New Zealand’s first filmmakers soon focused their lenses on cities. A common device was to pan cityscapes to show their extent. In 1918 William Hopkins filmed the Auckland isthmus from a hilltop, highlighting the suburban advance into encircling farmland. Another film device was to place the camera at the front of a tram or bus, enabling a virtual tour of streets. Public events such as Labour Day parades and royal visits were also captured, usually from a fixed point above the action. Film provided a new, dynamic perspective on city life. The motionless forms in paintings and photographs of cities ‘came alive’ on film: people moved, flags fluttered and traffic trundled along streets.
The government quickly recognised the publicity potential of film. The genre was established with films like Glimpses of New Zealand: Wellington, New Zealand’s capital city (1931). Opening with a panorama across the harbour, the viewer is taken on a fleeting tour of the main institutions, streets and scenic spots. With ample shots of new buildings and facilities, the film stresses Wellington’s modernity and progress. It ends with the picturesque: evening shadows enveloping ‘Wellington’s seagirt shores’.

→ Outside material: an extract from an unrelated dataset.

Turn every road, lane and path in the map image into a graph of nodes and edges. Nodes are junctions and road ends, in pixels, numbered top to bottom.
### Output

Television advertisements also provided fresh images of cities. Among the first to do this was a 1971 Greggs’ coffee advert. A downtown office worker steps onto a balcony and looks down on the city crowd. It comprises people of different ages and ethnicities, some glamorous and others plain. An accompanying jingle includes the line: ‘Different places, many races, living in the sun’ – reflecting a belief in the growing cultural diversity of New Zealand city life. The man returns inside to drink his (then urbane) instant coffee.

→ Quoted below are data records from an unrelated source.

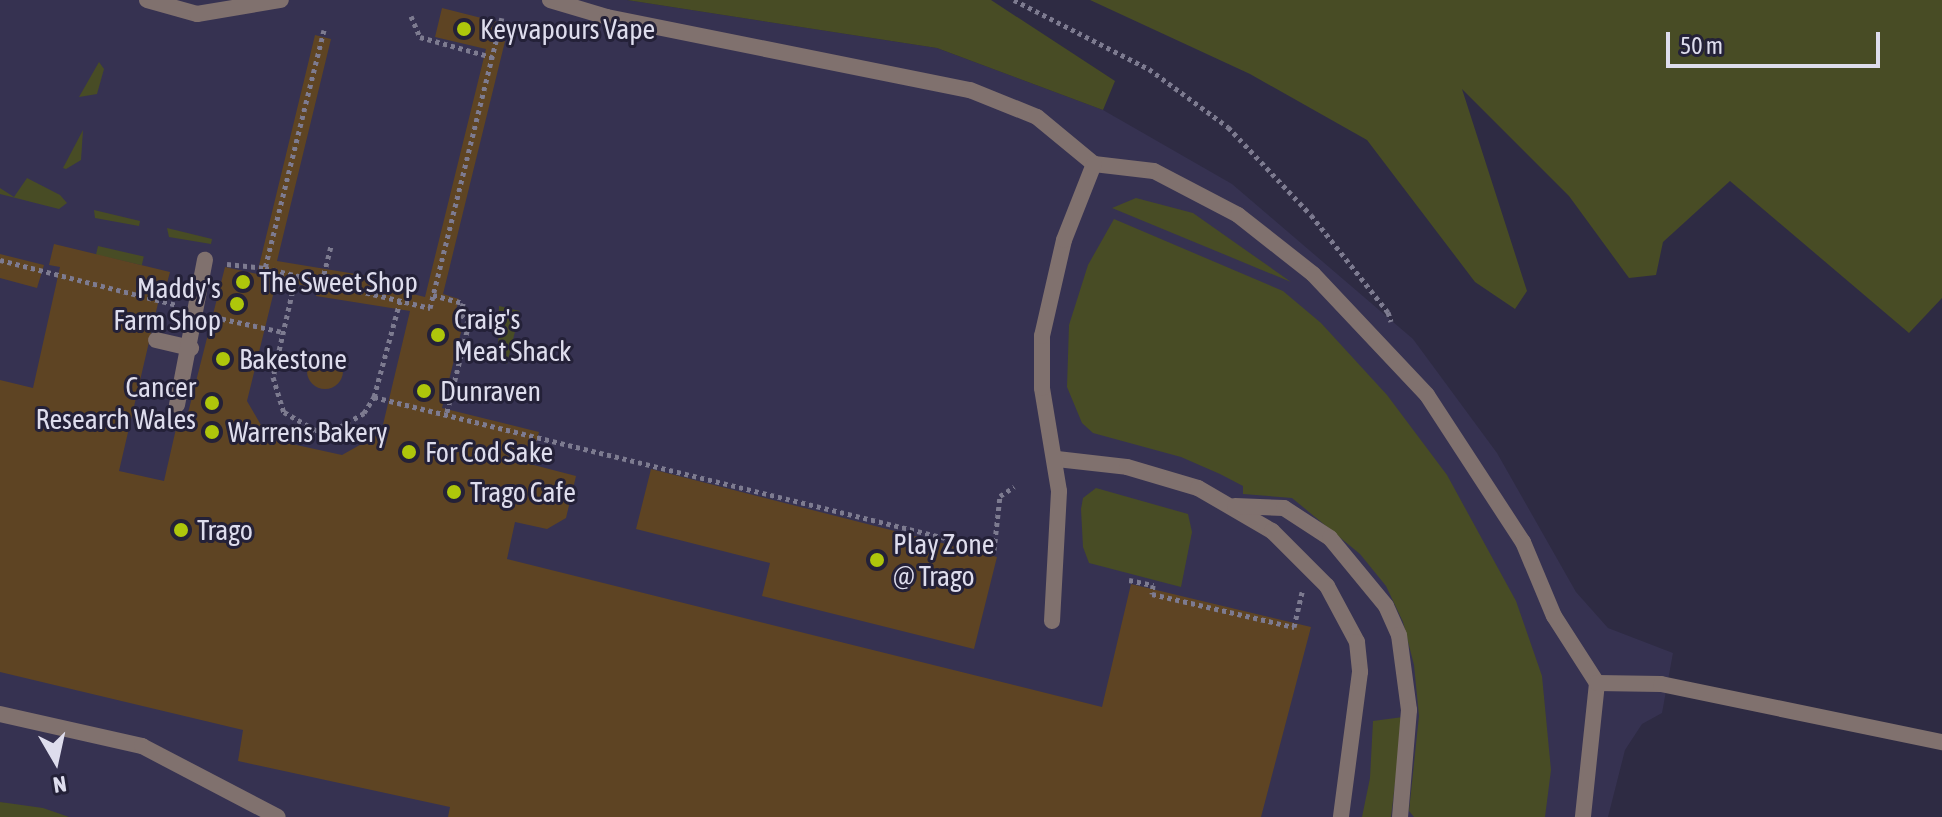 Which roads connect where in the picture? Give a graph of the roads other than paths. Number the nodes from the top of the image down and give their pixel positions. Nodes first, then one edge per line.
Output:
1 (147, 0) edge
2 (281, 0) edge
3 (550, 0) edge
4 (1094, 164) junction
5 (205, 260) dead end
6 (156, 340) dead end
7 (191, 348) junction
8 (177, 405) dead end
9 (1057, 459) junction
10 (1235, 506) junction
11 (1052, 621) dead end
12 (1597, 683) junction
13 (0, 714) edge
14 (1942, 742) edge
15 (278, 817) edge
16 (1341, 817) edge
17 (1400, 817) edge
18 (1583, 817) edge

1 - 2 lane
3 - 4 lane
4 - 9 lane
4 - 12 lane
5 - 7 lane
6 - 7 lane
7 - 8 lane
9 - 10 lane
9 - 11 lane
10 - 16 lane
10 - 17 lane
12 - 14 lane
12 - 18 lane
13 - 15 lane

Until the arrival of television in the 1960s, publicity films (including newsreels) dominated film images of cities. While the settings and cinematography became more slick and alluring, the scenery-based content and progressive themes remained the same. Long-held stereotypes of particular cities – the ‘Englishness’ of Christchurch, or wind-blown Wellington – were supported rather than examined.
Early television current-affairs programmes like Compass ditched puffery for a social documentary perspective. Reports on Auckland’s Pacific Island community, alcoholics, and Jehovah’s Witnesses highlighted the diversity and complexity of city life.
The approach was taken up by others. The National Film Unit’s To live in the city (1967) sensitively followed several Māori from rural Northland to new lives in Wellington. Paul Maunder broke new ground with Notes on a New Zealand city (1972). It cuttingly critiques issues like suburban neurosis, bored youth, rising traffic congestion and inner-city decline.
In the early 2000s documentaries like Sandor Lam’s Squeegee bandit (2007) continued to provide provocative images. It charts the struggles of Starfish, a Māori man who hustled a living washing car windows at Auckland intersections.
Images of cities in feature films have generally been critical, reflecting literary themes of urban alienation and rural redemption. The first film to tackle these issues was Broken barrier (1952). Tom (a Pākehā) forms a relationship with a Māori girl, Rawi, on an East Coast farm. He follows her to the city, where prejudice and cultural clashes fracture the relationship. Tom runs away to become a forestry worker, but returns to the East Coast to chase Rawi.
Suburbia is another motif. Middle age spread (1979) satirically examines the dysfunctional relationships of attendees at a suburban dinner party. The punk cult classic Angel mine (1984) parodies the quarter-acre suburban dream, following the erotic fantasies of a young couple constricted by suburban life. The most harrowing depiction of suburbia is Once were warriors (1994). It focuses on an alienated suburban Māori family terrorised by a brutal husband and father.
Since then more quirky and demonstrative images have emerged. In Scarfies (1999) a group of Dunedin university students (scarfies) move into an abandoned flat only to discover a basement marijuana plot. They sell it but things get tricky when the grower returns. Sione’s wedding (2006) is a comedy about four immature Samoan men in suburban Auckland who have to find ‘real’ girlfriends to attend a relative’s wedding. It proves a challenging task. The film celebrates the whimsical humour and multi-culturalism of modern city life.
Separation city (2009) is a comedy-drama about a group of married couples who seek new lives outside their stale relationships. Set in the homes, workplaces, cafés and coastline of Wellington, the film positively captures the city in ways few have before.